If motor is not capable of driving alternator at its full load, then yes you should change the field of it. But I don't see how, if you don't have alternator with external control
 
luka said:
Hi

What kind of beast for alternator do you have???

you were in 15 place? Or have I misunderstood this?

If motor is not capable of driving alternator at its full load, then yes you should change the field of it. But I don't see how, if you don't have alternator with external control

Alternator is a Delco CS-144, 140A unit. This was GM's highest output OEM unit available without going to an Alternator rewinding shop. Soft-start would involve the byzantine method of control by placing a BIG rheostat in series with the Field wire, limiting the current to the field, and thus, the output of the alternator.

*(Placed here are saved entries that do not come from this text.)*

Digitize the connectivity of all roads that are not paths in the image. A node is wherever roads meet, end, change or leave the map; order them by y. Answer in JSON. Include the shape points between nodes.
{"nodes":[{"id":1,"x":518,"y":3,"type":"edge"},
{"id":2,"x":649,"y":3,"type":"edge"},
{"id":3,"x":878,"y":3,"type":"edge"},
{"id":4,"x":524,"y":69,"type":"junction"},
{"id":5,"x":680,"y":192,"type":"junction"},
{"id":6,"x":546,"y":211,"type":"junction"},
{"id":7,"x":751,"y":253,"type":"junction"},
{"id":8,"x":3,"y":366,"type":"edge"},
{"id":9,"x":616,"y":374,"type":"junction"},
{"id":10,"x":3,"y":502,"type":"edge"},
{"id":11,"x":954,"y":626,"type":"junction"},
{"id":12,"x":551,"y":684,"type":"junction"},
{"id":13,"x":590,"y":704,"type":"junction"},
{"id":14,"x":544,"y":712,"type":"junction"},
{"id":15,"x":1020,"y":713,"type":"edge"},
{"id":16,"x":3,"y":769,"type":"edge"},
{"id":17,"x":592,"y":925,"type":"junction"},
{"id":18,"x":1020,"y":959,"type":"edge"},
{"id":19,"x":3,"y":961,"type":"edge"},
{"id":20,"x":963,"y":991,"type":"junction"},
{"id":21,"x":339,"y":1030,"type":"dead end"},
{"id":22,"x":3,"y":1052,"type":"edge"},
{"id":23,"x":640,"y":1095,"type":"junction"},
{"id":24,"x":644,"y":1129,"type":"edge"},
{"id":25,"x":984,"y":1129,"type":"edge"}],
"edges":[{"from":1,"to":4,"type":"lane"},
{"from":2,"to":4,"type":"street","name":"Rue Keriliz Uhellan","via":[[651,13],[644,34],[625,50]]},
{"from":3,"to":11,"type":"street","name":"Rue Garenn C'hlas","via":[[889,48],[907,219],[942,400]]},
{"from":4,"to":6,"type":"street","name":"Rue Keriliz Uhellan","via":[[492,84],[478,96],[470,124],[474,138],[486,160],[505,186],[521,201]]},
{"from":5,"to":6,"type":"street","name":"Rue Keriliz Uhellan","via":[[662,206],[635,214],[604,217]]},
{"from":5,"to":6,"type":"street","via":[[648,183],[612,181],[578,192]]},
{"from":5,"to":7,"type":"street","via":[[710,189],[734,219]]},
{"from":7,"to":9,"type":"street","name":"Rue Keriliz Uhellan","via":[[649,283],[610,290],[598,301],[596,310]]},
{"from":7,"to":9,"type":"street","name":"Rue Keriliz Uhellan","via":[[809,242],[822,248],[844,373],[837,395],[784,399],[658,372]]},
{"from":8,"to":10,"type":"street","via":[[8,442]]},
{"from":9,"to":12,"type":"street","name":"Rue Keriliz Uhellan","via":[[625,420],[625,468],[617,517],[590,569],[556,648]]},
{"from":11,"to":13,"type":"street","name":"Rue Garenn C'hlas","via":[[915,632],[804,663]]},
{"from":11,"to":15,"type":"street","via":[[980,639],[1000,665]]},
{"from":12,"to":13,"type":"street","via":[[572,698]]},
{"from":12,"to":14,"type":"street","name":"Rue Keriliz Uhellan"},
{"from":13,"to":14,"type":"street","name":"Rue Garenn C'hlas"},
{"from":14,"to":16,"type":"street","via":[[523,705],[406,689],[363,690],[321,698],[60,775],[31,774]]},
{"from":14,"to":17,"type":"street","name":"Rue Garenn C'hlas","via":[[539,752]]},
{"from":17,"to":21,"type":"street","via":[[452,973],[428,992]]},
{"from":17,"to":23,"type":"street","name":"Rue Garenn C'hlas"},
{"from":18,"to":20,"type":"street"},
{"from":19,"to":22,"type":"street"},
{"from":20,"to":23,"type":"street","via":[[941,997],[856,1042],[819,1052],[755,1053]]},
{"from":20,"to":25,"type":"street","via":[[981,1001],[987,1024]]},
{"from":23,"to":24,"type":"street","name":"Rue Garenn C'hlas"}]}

15A = 15-Alpha, or low power (< 5W/per station, and battery power) so we get 5pts. per contact voice, and 10 pts. per contact CW and DIGI.
 
We had 15 stations, and I chaired the 40M DIGI station. We sucked at it this year. Two years ago, we made 57 contacts. Last year, we made 101 contacts, with a full-wave loop 20 ft off the ground. This year, we made only 21 or 23 contacts (I'm so p1ssed, I can' remember which) using a 5-element center-fed sloper. We could switch between any of the 5 elements for better directionality using a homemade remote antenna switcher. Worked miserably. We could hear just great, unfortunately, no one could hear us. Of course, we're going back to the loop next year.

I have the 2-F schematic on another computer, but it is also posted here on another thread in the Power Supplies forum. I will look for it and post the link to it here.
 
Hi

We sucked at it this year
I'm sure it wasn't that bad...

But hey thats life, nothing goes right every time. Does the distance to contact matter? Some competitions add the distances from every contact together and that is how you win.

If you could find or email me schematic, that would be great, I will spend few days now to complite double side, most elements SMD, ClassD as I call it, Damp. After that it is finnish for half-bridge, then I will probably start on PFC. Maybe you will share your mistakes, if you had any or problems.